The Miss You Can Live With
- Muna Jandu
- Nov 7, 2025
- 2 min read
Updated: Nov 7, 2025
A guy like J. Tiwana will probably try to drive the green on a par 4 like this. With a tailwind gusting, it’s the ideal setup for it.
You’d want a high enough launch — enough to clear the trees early. You can reach a similar apex with different launch angles, but the descent changes. The ground’s firm on this day, so a medium-high launch with a low descent lets the ball run once it lands. It’s got a real chance.
Also working in your favor — a front pin. Pin positions (front, middle, back) are usually marked by flag color.
To check the wind, I drop a few blades of grass from head height. Where does the wind take it? I’ll even ask the group, “Which way’s the wind?” You can tell right away who’s uptight — with the facts floating right there.

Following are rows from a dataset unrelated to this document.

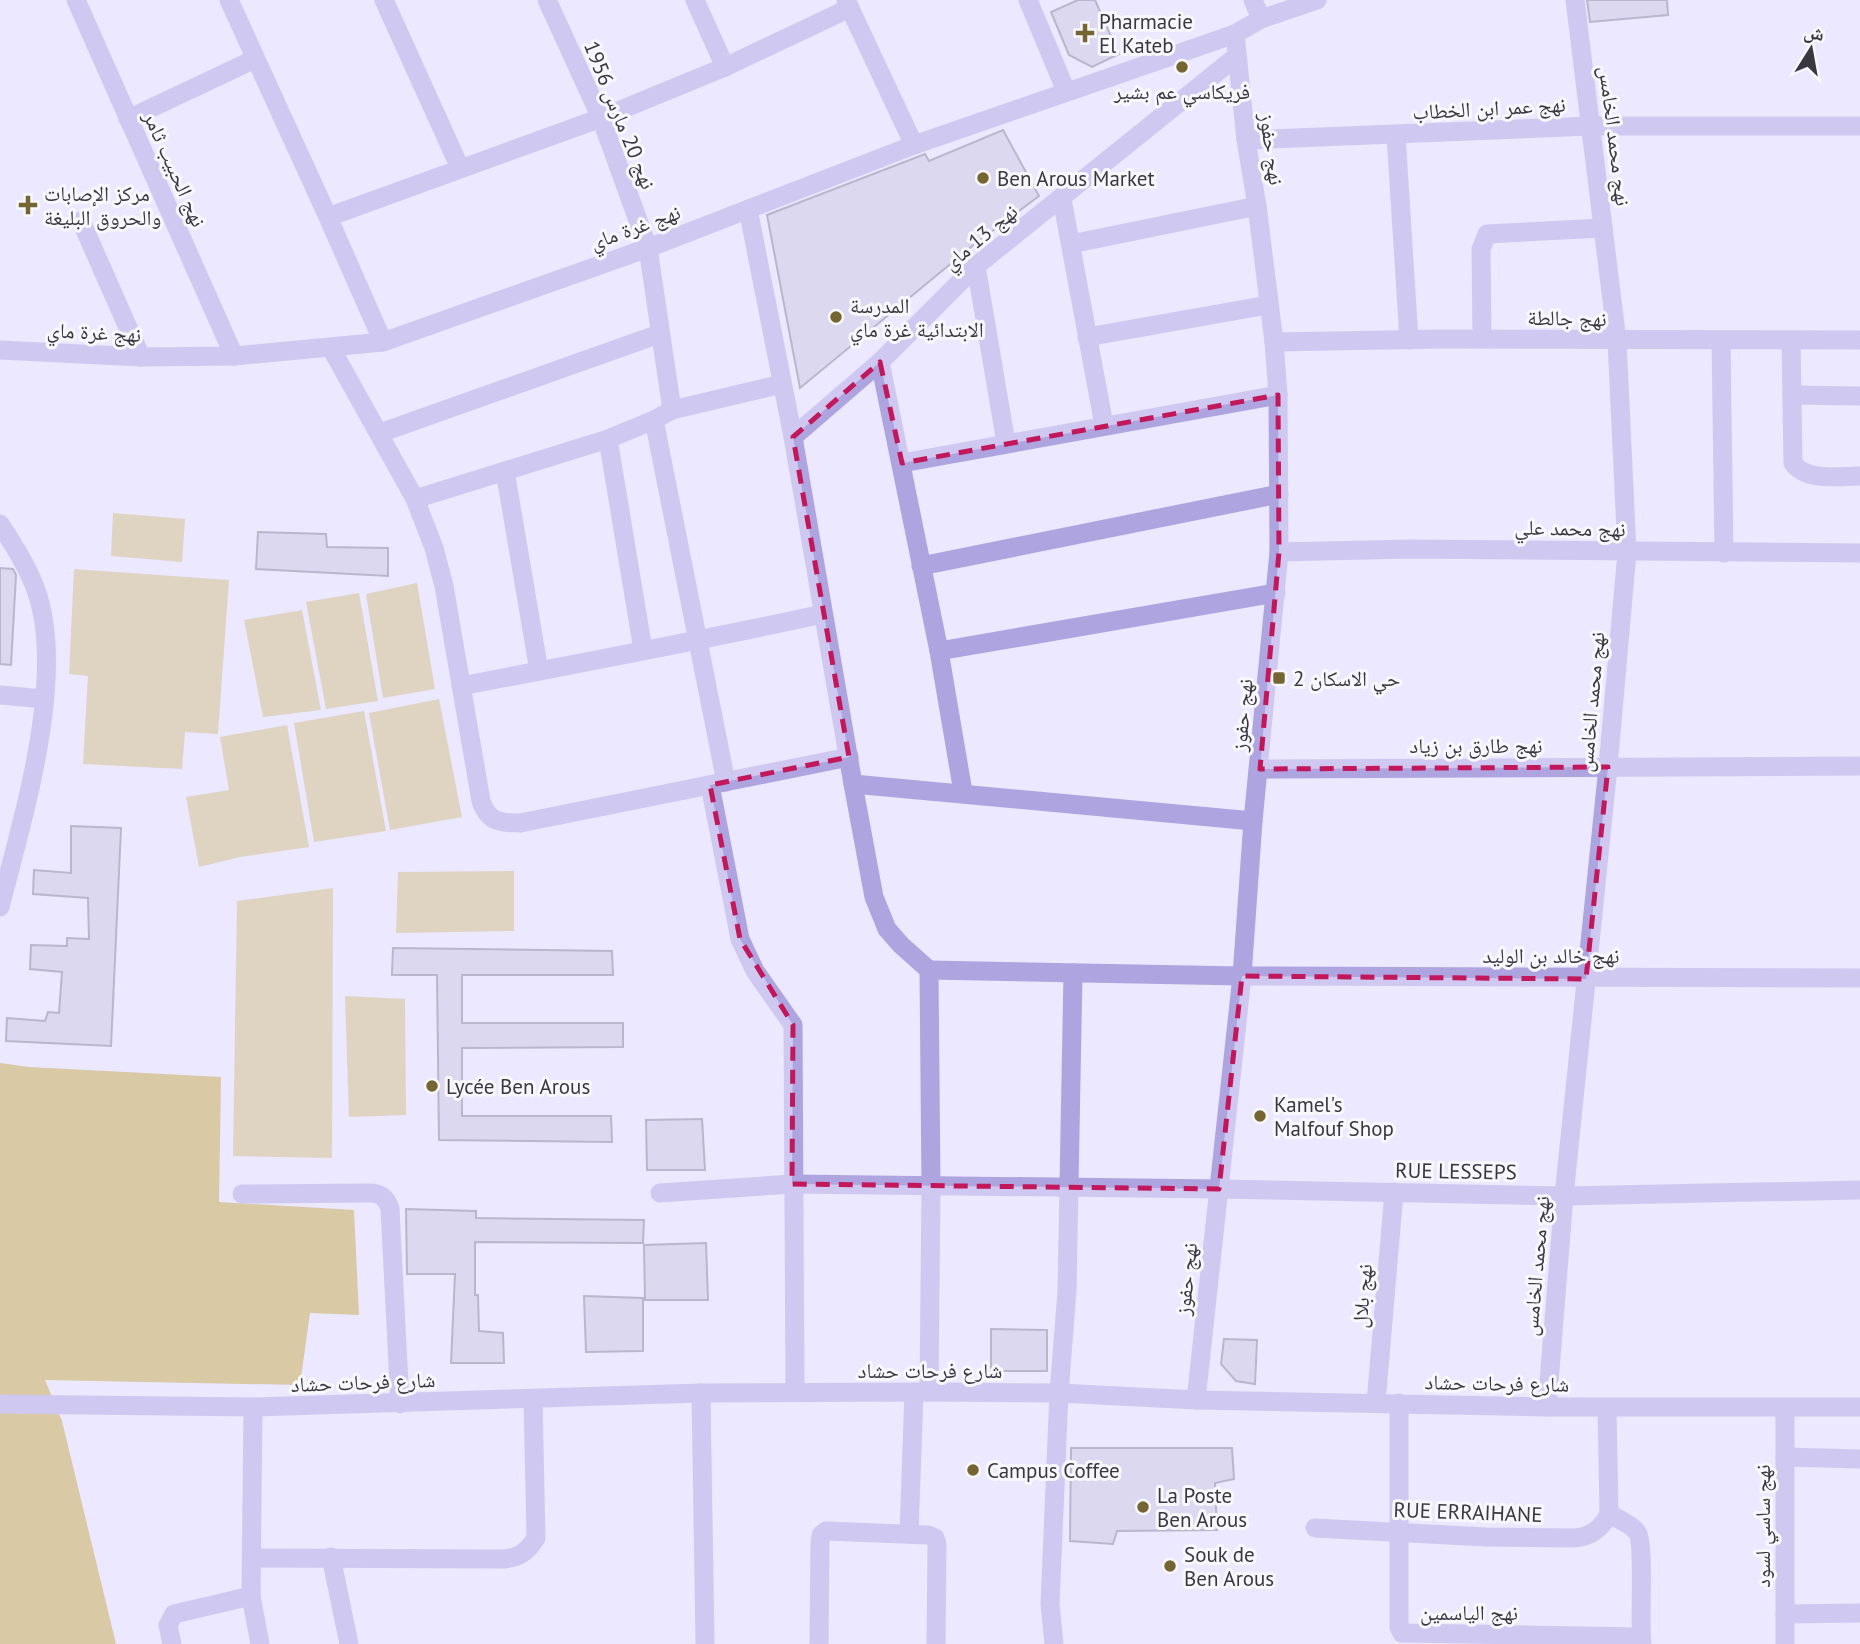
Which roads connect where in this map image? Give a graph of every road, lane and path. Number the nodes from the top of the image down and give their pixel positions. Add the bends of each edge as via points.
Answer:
1 (76, 0) edge
2 (229, 0) edge
3 (384, 0) edge
4 (547, 0) edge
5 (695, 0) edge
6 (1028, 0) edge
7 (1253, 0) edge
8 (1318, 0) edge
9 (1575, 0) edge
10 (848, 4) edge
11 (1261, 19) junction
12 (1236, 34) junction
13 (1237, 56) junction
14 (255, 59) junction
15 (725, 67) junction
16 (1066, 92) junction
17 (601, 118) junction
18 (128, 119) junction
19 (1591, 125) junction
20 (1860, 126) edge
21 (1396, 135) junction
22 (1246, 140) junction
23 (914, 145) junction
24 (460, 168) junction
25 (1062, 199) junction
26 (1257, 206) junction
27 (748, 209) junction
28 (328, 217) junction
29 (82, 221) dead end
30 (1603, 228) junction
31 (1071, 244) junction
32 (648, 248) junction
33 (976, 266) junction
34 (1268, 305) junction
35 (659, 334) junction
36 (1087, 337) junction
37 (1409, 340) junction
38 (1482, 340) junction
39 (1721, 340) junction
40 (1791, 340) junction
41 (1860, 340) edge
42 (1617, 341) junction
43 (383, 342) junction
44 (1274, 342) junction
45 (331, 348) junction
46 (0, 349) edge
47 (234, 356) junction
48 (141, 357) junction
49 (880, 362) junction
50 (782, 384) junction
51 (1278, 395) junction
52 (1792, 395) junction
53 (1860, 396) edge
54 (672, 410) junction
55 (654, 420) junction
56 (1104, 425) junction
57 (380, 433) junction
58 (793, 437) junction
59 (608, 439) junction
60 (1006, 443) junction
61 (902, 463) junction
62 (505, 471) junction
63 (1860, 476) edge
64 (1279, 494) junction
65 (415, 499) junction
66 (0, 524) edge
67 (1279, 552) junction
68 (1627, 552) junction
69 (1724, 553) junction
70 (1860, 553) edge
71 (921, 566) junction
72 (1276, 593) junction
73 (823, 614) junction
74 (697, 641) junction
75 (643, 650) junction
76 (939, 650) junction
77 (539, 671) junction
78 (461, 686) junction
79 (0, 695) edge
80 (44, 699) junction
81 (849, 757) junction
82 (1608, 766) junction
83 (1860, 766) edge
84 (1260, 769) junction
85 (718, 783) junction
86 (853, 784) junction
87 (962, 792) junction
88 (1253, 821) junction
89 (0, 907) edge
90 (929, 970) junction
91 (1073, 973) junction
92 (1242, 976) junction
93 (1860, 978) edge
94 (1586, 979) junction
95 (792, 1184) junction
96 (931, 1186) junction
97 (1069, 1188) junction
98 (1219, 1189) junction
99 (1860, 1190) edge
100 (1394, 1192) junction
101 (660, 1193) dead end
102 (242, 1194) dead end
103 (1564, 1196) junction
104 (795, 1392) junction
105 (921, 1392) junction
106 (1059, 1393) junction
107 (701, 1394) junction
108 (533, 1399) junction
109 (1196, 1400) junction
110 (1376, 1403) junction
111 (1399, 1403) junction
112 (0, 1404) edge
113 (400, 1404) junction
114 (253, 1407) junction
115 (1547, 1407) junction
116 (1785, 1407) junction
117 (1860, 1407) edge
118 (1607, 1408) junction
119 (1785, 1457) junction
120 (1860, 1459) edge
121 (1609, 1514) junction
122 (1315, 1528) dead end
123 (1399, 1532) junction
124 (909, 1534) junction
125 (331, 1557) junction
126 (251, 1558) junction
127 (251, 1596) junction
128 (1860, 1613) edge
129 (1785, 1614) junction
130 (1462, 1639) edge
131 (1641, 1641) edge
132 (172, 1644) edge
133 (260, 1644) edge
134 (349, 1644) edge
135 (705, 1644) edge
136 (819, 1644) edge
137 (936, 1644) edge
138 (1054, 1644) edge
139 (1785, 1644) edge

1 - 18 street, نهج الحبيب ثامر
2 - 14 street
3 - 24 street
4 - 17 street, نهج 20 مارس 1956
5 - 15 street
6 - 16 street
7 - 11 street
8 - 11 street, نهج غرة ماي
9 - 19 street, نهج محمد الخامس
10 - 15 street
10 - 23 street
11 - 12 street, نهج غرة ماي
12 - 13 street, نهج حفوز
12 - 16 street, نهج غرة ماي
13 - 22 street, نهج حفوز
13 - 25 street, نهج 13 ماي
14 - 18 street
14 - 28 street
15 - 17 street
16 - 23 street, نهج غرة ماي
17 - 24 street
17 - 32 street, نهج 20 مارس 1956
18 - 47 street, نهج الحبيب ثامر
19 - 20 street, نهج عمر ابن الخطاب
19 - 21 street, نهج عمر ابن الخطاب
19 - 30 street, نهج محمد الخامس
21 - 22 street, نهج عمر ابن الخطاب
21 - 37 street
22 - 26 street, نهج حفوز
23 - 27 street, نهج غرة ماي
24 - 28 street
25 - 31 street
25 - 33 street, نهج 13 ماي
26 - 31 street
26 - 34 street, نهج حفوز
27 - 32 street, نهج غرة ماي
27 - 50 street
28 - 43 street
29 - 48 street
30 - 38 street via 1486,234 1481,249
30 - 42 street, نهج محمد الخامس
31 - 36 street
32 - 35 street, نهج 20 مارس 1956
32 - 43 street, نهج غرة ماي
33 - 49 street, نهج 13 ماي
33 - 60 street
34 - 36 street
34 - 44 street, نهج حفوز
35 - 54 street, نهج 20 مارس 1956
35 - 57 street
36 - 56 street
37 - 38 street, نهج جالطة
37 - 44 street, نهج جالطة
38 - 42 street, نهج جالطة
39 - 40 street, نهج جالطة
39 - 42 street, نهج جالطة
39 - 69 street
40 - 41 street, نهج جالطة
40 - 52 street
42 - 68 street, نهج محمد الخامس
43 - 45 street, نهج غرة ماي
44 - 51 street, نهج حفوز
45 - 47 street, نهج غرة ماي
45 - 57 street
46 - 48 street, نهج غرة ماي
47 - 48 street, نهج غرة ماي
49 - 58 street, نهج 13 ماي
49 - 61 street
50 - 54 street
50 - 58 street
51 - 56 street
51 - 64 street, نهج حفوز
52 - 53 street
52 - 63 street via 1795,466 1810,475
54 - 55 street
55 - 59 street
55 - 74 street
56 - 60 street
57 - 65 street
58 - 73 street
59 - 62 street
59 - 75 street
60 - 61 street
61 - 71 street
62 - 65 street
62 - 77 street
64 - 67 street, نهج حفوز
64 - 71 street
65 - 78 street via 444,586
66 - 80 street via 37,592 46,652
67 - 68 street, نهج محمد علي
67 - 72 street, نهج حفوز
68 - 69 street, نهج محمد علي
68 - 82 street, نهج محمد الخامس
69 - 70 street, نهج محمد علي
71 - 76 street
72 - 76 street
72 - 84 street, نهج حفوز
73 - 74 street
73 - 81 street
74 - 75 street
74 - 85 street
75 - 77 street
76 - 87 street
77 - 78 street
78 - 85 street via 481,801 489,817 499,823 520,823
79 - 80 street
80 - 89 street via 36,760
81 - 85 street
81 - 86 street
82 - 83 street, نهج طارق بن زياد
82 - 84 street, نهج طارق بن زياد
82 - 94 street, نهج محمد الخامس
84 - 88 street, نهج حفوز
85 - 95 street via 740,939 755,971 793,1025
86 - 87 street
86 - 90 street via 881,915 887,929
87 - 88 street
88 - 92 street, نهج حفوز
90 - 91 street, نهج خالد بن الوليد
90 - 96 street
91 - 92 street, نهج خالد بن الوليد
91 - 97 street
92 - 94 street, نهج خالد بن الوليد
92 - 98 street, نهج حفوز
93 - 94 street, نهج خالد بن الوليد
94 - 103 street, نهج محمد الخامس
95 - 96 street, RUE LESSEPS
95 - 101 street, RUE LESSEPS
95 - 104 street
96 - 97 street, RUE LESSEPS
96 - 105 street
97 - 98 street, RUE LESSEPS
97 - 106 street
98 - 100 street, RUE LESSEPS
98 - 109 street, نهج حفوز
99 - 103 street, RUE LESSEPS
100 - 103 street, RUE LESSEPS
100 - 110 street, نهج بلال
102 - 113 street via 376,1193 386,1199
103 - 115 street, نهج محمد الخامس
104 - 105 street, شارع فرحات حشاد
104 - 107 street, شارع فرحات حشاد
105 - 106 street, شارع فرحات حشاد
105 - 124 street
106 - 109 street, شارع فرحات حشاد
106 - 138 street via 1051,1604
107 - 108 street, شارع فرحات حشاد
107 - 135 street
108 - 113 street, شارع فرحات حشاد
108 - 125 street via 536,1538 528,1551 514,1559
109 - 110 street, شارع فرحات حشاد
110 - 111 street, شارع فرحات حشاد
111 - 115 street, شارع فرحات حشاد
111 - 123 street, نهج الياسمين
112 - 114 street, شارع فرحات حشاد
113 - 114 street, شارع فرحات حشاد
114 - 126 street
115 - 118 street, شارع فرحات حشاد
116 - 117 street, شارع فرحات حشاد
116 - 118 street, شارع فرحات حشاد
116 - 119 street, نهج ساسي لسود
118 - 121 street
119 - 120 street
119 - 129 street, نهج ساسي لسود
121 - 123 street, RUE ERRAIHANE via 1586,1538
121 - 131 street via 1634,1529 1641,1539
122 - 123 street, RUE ERRAIHANE
123 - 130 street, نهج الياسمين via 1400,1631
124 - 136 street via 827,1531 821,1535
124 - 137 street via 928,1535 937,1544
125 - 126 street
125 - 134 street
126 - 127 street
127 - 132 street via 174,1614 168,1625
127 - 133 street
128 - 129 street
129 - 139 street, نهج ساسي لسود
130 - 131 street, نهج الياسمين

I’m up on this day, but I’m doing it my way — low, penetrating driver off the tee. I’m playing a 6-degree loft, low spin head PXG, sweeping it. I’m on fire, so there’s no need to change what’s working.
A driver on the fairway line would be too much — I’d end up in the creek. Instead, I try to tightrope a 3-wood along the dogleg left. On the previous hole, I hit a stinger cut, so I go for it again.

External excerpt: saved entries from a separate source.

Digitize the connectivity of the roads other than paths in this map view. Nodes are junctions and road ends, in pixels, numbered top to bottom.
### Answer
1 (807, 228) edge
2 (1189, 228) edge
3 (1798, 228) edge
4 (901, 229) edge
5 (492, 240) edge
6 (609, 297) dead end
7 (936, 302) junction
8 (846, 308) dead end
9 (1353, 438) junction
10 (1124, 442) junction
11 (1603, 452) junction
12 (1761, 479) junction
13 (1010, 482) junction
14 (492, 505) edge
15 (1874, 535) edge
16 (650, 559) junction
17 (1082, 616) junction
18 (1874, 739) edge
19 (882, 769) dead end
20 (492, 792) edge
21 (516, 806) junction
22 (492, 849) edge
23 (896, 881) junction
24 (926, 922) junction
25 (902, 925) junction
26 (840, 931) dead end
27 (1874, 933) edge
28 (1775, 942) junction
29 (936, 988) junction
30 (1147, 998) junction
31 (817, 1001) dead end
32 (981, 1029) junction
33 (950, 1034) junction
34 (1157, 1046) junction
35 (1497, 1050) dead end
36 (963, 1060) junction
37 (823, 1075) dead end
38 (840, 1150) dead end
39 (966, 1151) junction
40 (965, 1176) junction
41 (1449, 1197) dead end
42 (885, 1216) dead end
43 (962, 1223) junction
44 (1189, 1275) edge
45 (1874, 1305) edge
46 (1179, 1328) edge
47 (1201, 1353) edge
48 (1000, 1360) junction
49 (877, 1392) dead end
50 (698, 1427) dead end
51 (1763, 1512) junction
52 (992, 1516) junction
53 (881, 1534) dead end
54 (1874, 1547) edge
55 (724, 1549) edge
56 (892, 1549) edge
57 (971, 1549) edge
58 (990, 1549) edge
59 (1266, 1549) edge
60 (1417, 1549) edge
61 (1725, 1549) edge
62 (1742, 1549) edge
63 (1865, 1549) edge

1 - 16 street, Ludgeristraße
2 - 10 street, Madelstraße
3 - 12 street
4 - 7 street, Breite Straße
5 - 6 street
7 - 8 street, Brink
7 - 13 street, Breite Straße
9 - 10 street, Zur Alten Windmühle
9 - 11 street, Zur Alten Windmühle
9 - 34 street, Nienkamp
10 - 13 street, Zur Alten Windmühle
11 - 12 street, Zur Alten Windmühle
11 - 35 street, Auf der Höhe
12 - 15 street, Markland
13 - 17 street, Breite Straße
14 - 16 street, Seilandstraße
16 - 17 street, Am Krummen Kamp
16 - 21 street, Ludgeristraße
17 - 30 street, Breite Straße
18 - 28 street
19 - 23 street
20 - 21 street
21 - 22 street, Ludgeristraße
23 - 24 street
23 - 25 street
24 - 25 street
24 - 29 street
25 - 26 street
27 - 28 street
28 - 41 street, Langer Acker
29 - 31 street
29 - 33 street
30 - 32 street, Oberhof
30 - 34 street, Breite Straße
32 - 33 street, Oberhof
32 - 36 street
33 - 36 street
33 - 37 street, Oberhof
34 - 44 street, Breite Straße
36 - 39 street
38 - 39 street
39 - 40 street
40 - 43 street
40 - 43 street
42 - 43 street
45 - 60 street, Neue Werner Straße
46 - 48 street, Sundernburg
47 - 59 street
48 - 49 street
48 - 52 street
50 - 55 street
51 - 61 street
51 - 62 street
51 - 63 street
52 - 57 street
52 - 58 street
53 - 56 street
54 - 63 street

I strike it well, but it goes long because it did not cut. Instead of fading back into the fairway, it pulls. In this case, that’s a good miss. A push, and I’d be in those trees Tiwana’s ball is flying over.
These hazards — they affect us subconsciously. You only learn your tendencies when you face them. That’s what we do on a miniature scale at The Park of Dreams. It’s far more effective than the range, which can start to emphasize the wrong things. It doesn’t translate nearly as well.
For the second shot I find myself in the rough with a few options. The ball’s sitting nicely — not too up. When it floats high on the grass, you can’t compress it, and I rely heavily on that for distance control. The grass is tall, but not enough to interfere much with contact — still, there’s always that chance.
A gap wedge could work, but I go with a 9-iron and a punchy follow-through. The leading edge cuts through grass better, and I can use the ground to compress. I can pop it up and have it descend like a wedge hit it.
For alignment, I remember the last push. I glance up — trees on the right. End up there, and I’m posting at least a five. So I aim slightly left and live with the downhill putt.
To make sure I get there, I put a little extra on it — better to be long than twenty yards short with that rough guarding the front.
It works out. I’ve got a clean look at par after the chip from the fringe.
Back then, I didn’t have the framework — the intention was right, but the mechanics were far more flawed than they are today. You are always learning with this game.